— Data provided —
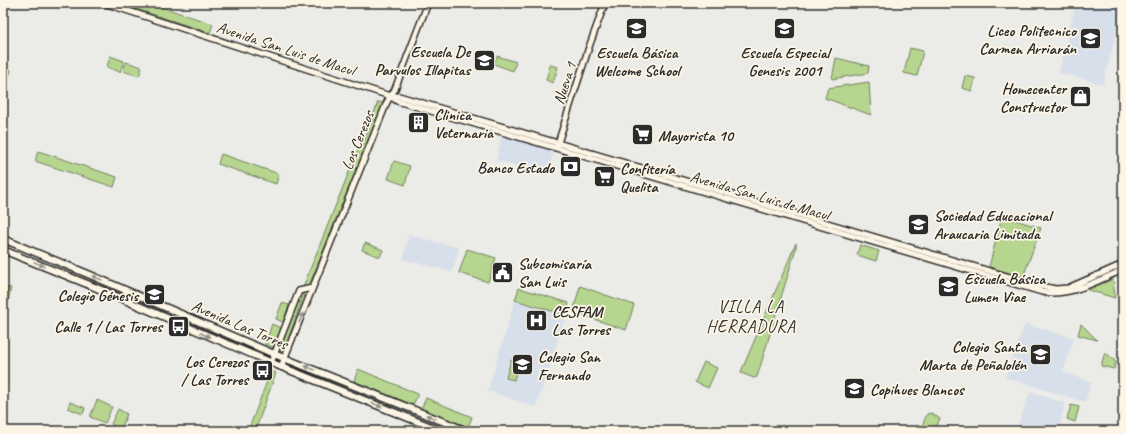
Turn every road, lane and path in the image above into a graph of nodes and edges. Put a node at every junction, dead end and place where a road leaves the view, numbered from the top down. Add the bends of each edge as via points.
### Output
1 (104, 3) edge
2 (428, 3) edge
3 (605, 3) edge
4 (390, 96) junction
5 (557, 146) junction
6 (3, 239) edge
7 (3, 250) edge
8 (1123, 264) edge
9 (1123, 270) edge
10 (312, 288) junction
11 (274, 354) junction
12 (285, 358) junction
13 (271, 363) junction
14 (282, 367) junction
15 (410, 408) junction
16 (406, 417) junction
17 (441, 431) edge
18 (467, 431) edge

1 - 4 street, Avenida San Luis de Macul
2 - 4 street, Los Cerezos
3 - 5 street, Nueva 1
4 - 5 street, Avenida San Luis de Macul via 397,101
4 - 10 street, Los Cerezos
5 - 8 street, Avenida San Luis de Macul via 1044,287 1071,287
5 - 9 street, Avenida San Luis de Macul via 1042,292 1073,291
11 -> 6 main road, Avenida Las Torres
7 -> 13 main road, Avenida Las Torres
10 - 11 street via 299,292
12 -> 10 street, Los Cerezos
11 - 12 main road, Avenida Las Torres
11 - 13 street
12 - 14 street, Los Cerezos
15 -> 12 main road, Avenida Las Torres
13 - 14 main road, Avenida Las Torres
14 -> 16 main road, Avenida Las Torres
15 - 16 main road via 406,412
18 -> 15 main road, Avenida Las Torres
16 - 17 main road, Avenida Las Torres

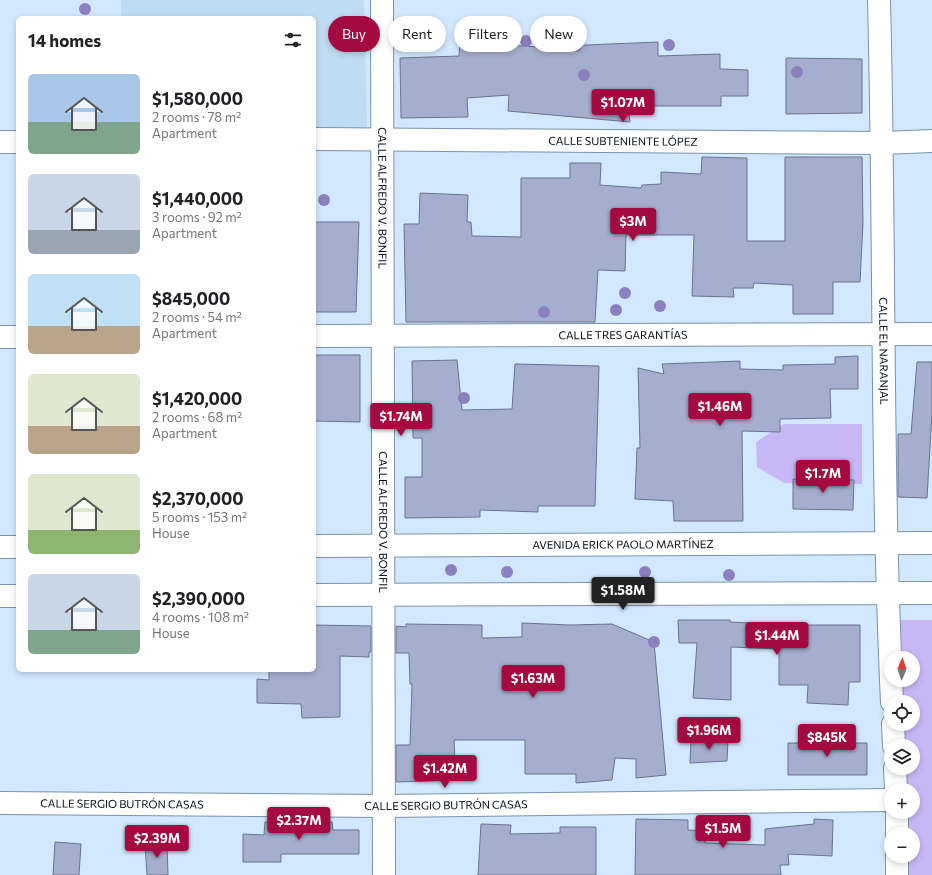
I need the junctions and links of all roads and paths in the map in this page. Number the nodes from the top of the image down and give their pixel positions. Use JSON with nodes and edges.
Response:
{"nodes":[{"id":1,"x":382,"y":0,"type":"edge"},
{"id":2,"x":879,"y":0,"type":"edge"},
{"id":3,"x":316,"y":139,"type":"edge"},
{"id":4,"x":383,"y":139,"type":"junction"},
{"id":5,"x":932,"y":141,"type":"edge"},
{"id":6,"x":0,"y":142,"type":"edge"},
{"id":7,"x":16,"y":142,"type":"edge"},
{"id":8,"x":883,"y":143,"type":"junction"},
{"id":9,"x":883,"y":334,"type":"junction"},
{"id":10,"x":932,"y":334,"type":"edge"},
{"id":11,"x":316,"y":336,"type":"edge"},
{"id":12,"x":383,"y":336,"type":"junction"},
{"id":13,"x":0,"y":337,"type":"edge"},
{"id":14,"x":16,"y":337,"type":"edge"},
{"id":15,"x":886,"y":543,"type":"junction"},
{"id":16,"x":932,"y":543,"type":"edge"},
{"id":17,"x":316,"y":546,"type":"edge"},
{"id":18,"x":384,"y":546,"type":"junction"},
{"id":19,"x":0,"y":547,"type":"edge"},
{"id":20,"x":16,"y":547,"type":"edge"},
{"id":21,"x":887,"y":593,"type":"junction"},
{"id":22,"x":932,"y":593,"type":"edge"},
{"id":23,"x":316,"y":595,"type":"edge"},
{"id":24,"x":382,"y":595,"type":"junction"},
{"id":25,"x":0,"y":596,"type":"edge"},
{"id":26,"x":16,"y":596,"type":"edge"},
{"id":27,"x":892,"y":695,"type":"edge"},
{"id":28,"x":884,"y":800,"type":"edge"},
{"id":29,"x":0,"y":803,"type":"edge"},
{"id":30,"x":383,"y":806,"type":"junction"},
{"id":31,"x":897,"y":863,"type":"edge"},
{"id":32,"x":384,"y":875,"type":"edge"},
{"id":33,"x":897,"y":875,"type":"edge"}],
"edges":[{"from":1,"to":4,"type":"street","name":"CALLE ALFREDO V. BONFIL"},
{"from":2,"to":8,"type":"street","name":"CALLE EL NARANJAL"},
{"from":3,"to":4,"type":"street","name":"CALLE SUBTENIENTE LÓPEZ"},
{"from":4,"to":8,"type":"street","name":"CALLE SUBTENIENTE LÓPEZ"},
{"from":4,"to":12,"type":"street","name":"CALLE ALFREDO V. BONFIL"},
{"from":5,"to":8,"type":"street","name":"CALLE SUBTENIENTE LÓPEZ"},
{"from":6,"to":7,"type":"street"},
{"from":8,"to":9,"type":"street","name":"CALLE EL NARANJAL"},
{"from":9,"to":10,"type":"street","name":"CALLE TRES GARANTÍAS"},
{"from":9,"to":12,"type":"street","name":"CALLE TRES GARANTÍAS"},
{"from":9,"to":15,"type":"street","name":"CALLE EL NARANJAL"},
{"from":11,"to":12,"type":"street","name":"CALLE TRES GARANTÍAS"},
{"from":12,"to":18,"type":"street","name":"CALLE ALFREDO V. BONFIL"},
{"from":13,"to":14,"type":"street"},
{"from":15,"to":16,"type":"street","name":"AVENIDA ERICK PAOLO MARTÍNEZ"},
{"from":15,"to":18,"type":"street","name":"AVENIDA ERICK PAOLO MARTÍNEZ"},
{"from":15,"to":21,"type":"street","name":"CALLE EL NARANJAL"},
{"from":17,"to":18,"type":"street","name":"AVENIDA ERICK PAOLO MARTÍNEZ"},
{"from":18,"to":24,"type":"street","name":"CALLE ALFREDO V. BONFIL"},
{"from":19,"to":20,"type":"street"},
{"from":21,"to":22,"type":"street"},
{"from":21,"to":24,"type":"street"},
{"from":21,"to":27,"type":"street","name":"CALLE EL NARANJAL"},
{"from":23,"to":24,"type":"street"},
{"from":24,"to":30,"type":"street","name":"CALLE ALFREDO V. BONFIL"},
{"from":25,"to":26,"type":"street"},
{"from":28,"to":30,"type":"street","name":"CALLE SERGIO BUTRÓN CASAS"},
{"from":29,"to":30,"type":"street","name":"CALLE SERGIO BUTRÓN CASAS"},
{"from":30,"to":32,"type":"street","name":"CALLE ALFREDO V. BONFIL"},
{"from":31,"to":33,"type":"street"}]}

==

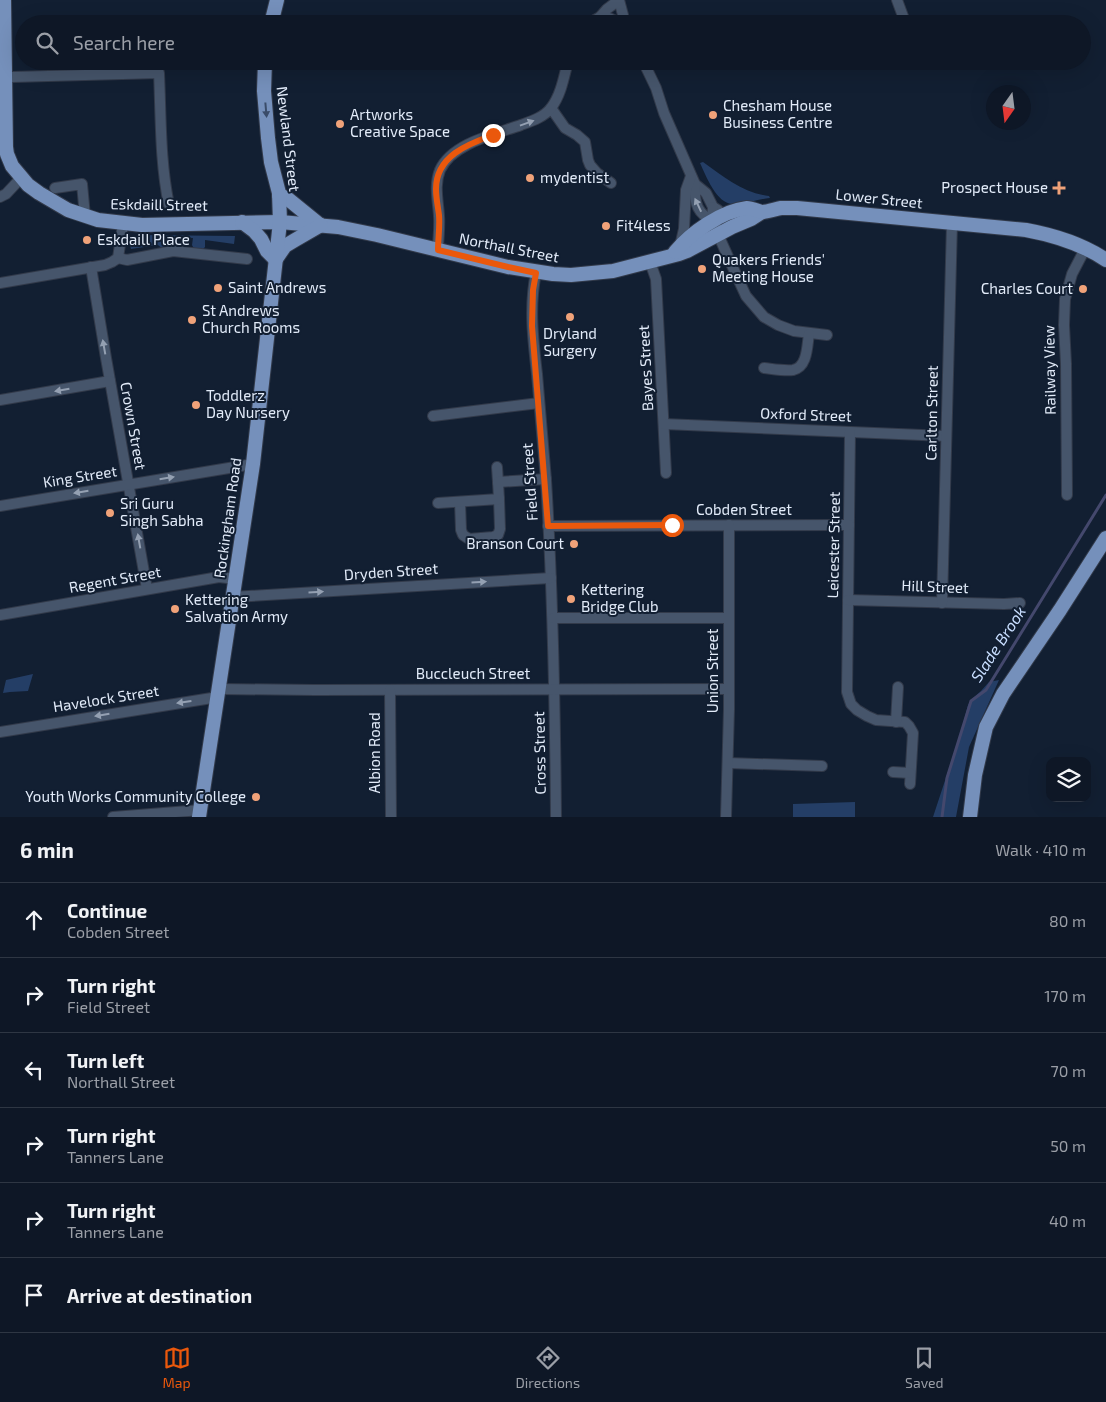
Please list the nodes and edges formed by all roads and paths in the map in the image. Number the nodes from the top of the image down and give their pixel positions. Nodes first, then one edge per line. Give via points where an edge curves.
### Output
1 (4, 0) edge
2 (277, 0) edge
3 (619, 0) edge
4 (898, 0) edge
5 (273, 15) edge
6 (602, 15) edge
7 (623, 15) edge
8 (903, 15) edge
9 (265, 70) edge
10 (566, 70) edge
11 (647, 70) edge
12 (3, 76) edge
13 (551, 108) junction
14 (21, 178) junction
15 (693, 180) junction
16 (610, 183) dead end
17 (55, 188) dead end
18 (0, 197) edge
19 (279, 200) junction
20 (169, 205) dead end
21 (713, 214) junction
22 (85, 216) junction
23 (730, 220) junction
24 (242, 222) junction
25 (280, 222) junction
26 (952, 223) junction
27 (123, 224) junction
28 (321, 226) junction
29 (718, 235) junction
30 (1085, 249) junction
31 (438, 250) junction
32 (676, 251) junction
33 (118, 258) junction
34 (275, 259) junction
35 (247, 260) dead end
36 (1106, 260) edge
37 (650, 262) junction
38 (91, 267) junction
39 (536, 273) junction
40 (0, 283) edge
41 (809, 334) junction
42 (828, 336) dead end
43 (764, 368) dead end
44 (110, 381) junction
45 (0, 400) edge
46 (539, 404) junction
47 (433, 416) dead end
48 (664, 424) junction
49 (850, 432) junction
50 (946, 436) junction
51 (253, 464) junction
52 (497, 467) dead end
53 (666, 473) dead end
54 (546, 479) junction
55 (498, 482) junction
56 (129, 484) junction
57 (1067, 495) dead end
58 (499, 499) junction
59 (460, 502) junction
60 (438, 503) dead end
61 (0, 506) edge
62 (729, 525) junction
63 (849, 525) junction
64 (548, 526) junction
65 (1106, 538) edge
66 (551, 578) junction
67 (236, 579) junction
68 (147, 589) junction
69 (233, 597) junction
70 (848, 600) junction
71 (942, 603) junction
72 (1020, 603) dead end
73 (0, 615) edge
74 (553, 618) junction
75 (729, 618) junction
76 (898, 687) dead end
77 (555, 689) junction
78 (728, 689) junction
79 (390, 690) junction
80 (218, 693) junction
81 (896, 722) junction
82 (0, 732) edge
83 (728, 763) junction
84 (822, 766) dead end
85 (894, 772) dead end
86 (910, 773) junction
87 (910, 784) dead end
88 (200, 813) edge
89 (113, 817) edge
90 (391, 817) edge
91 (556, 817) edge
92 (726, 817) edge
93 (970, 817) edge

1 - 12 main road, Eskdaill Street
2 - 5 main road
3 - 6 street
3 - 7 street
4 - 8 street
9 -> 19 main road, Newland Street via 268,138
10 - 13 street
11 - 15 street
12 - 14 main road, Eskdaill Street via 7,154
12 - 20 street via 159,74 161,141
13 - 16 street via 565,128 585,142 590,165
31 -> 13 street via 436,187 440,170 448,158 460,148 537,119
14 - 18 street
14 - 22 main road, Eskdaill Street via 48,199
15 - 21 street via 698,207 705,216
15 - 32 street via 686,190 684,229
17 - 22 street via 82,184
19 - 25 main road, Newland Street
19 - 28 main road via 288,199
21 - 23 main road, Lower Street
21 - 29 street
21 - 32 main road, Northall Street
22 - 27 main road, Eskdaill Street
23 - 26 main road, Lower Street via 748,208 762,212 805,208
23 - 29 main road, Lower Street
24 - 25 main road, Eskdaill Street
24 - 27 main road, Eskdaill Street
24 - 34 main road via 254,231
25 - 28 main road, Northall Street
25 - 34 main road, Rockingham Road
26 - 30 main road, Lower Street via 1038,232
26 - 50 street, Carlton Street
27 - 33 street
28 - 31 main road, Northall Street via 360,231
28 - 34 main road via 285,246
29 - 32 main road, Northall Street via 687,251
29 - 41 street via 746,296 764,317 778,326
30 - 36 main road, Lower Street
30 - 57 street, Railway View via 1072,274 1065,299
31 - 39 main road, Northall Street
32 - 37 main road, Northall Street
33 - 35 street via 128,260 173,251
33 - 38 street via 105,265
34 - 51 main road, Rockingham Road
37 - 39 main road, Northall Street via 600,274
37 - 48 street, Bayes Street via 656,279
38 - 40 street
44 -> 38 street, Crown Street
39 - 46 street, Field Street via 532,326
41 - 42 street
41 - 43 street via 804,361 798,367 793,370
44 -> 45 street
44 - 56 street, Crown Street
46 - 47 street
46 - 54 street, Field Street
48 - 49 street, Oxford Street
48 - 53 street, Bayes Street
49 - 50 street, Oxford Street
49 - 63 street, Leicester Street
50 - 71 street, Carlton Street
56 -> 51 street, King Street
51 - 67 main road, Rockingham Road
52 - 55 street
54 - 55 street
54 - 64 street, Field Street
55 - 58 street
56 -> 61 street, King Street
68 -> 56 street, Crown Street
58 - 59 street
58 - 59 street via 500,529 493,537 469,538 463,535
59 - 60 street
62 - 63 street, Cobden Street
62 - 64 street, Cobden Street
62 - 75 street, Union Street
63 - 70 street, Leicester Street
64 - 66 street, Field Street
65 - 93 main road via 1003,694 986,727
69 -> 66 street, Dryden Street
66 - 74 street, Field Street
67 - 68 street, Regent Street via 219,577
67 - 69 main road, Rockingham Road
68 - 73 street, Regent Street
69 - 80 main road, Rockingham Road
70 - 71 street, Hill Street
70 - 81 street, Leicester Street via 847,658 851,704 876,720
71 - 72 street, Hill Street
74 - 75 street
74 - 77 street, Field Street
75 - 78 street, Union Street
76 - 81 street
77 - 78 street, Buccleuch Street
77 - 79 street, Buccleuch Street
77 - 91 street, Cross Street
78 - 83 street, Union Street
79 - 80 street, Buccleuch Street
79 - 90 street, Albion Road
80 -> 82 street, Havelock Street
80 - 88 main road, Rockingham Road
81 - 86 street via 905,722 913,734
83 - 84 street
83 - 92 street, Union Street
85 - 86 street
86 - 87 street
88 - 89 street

— Action item —
Starting with the line that has "Turn every road, lane" and ending with the line that has "I need the junctions", repeat the lines above exactly, omitting every picture.

— Exercise answer —
Turn every road, lane and path in the image above into a graph of nodes and edges. Put a node at every junction, dead end and place where a road leaves the view, numbered from the top down. Add the bends of each edge as via points.
### Output
1 (104, 3) edge
2 (428, 3) edge
3 (605, 3) edge
4 (390, 96) junction
5 (557, 146) junction
6 (3, 239) edge
7 (3, 250) edge
8 (1123, 264) edge
9 (1123, 270) edge
10 (312, 288) junction
11 (274, 354) junction
12 (285, 358) junction
13 (271, 363) junction
14 (282, 367) junction
15 (410, 408) junction
16 (406, 417) junction
17 (441, 431) edge
18 (467, 431) edge

1 - 4 street, Avenida San Luis de Macul
2 - 4 street, Los Cerezos
3 - 5 street, Nueva 1
4 - 5 street, Avenida San Luis de Macul via 397,101
4 - 10 street, Los Cerezos
5 - 8 street, Avenida San Luis de Macul via 1044,287 1071,287
5 - 9 street, Avenida San Luis de Macul via 1042,292 1073,291
11 -> 6 main road, Avenida Las Torres
7 -> 13 main road, Avenida Las Torres
10 - 11 street via 299,292
12 -> 10 street, Los Cerezos
11 - 12 main road, Avenida Las Torres
11 - 13 street
12 - 14 street, Los Cerezos
15 -> 12 main road, Avenida Las Torres
13 - 14 main road, Avenida Las Torres
14 -> 16 main road, Avenida Las Torres
15 - 16 main road via 406,412
18 -> 15 main road, Avenida Las Torres
16 - 17 main road, Avenida Las Torres

I need the junctions and links of all roads and paths in the map in this page. Number the nodes from the top of the image down and give their pixel positions. Use JSON with nodes and edges.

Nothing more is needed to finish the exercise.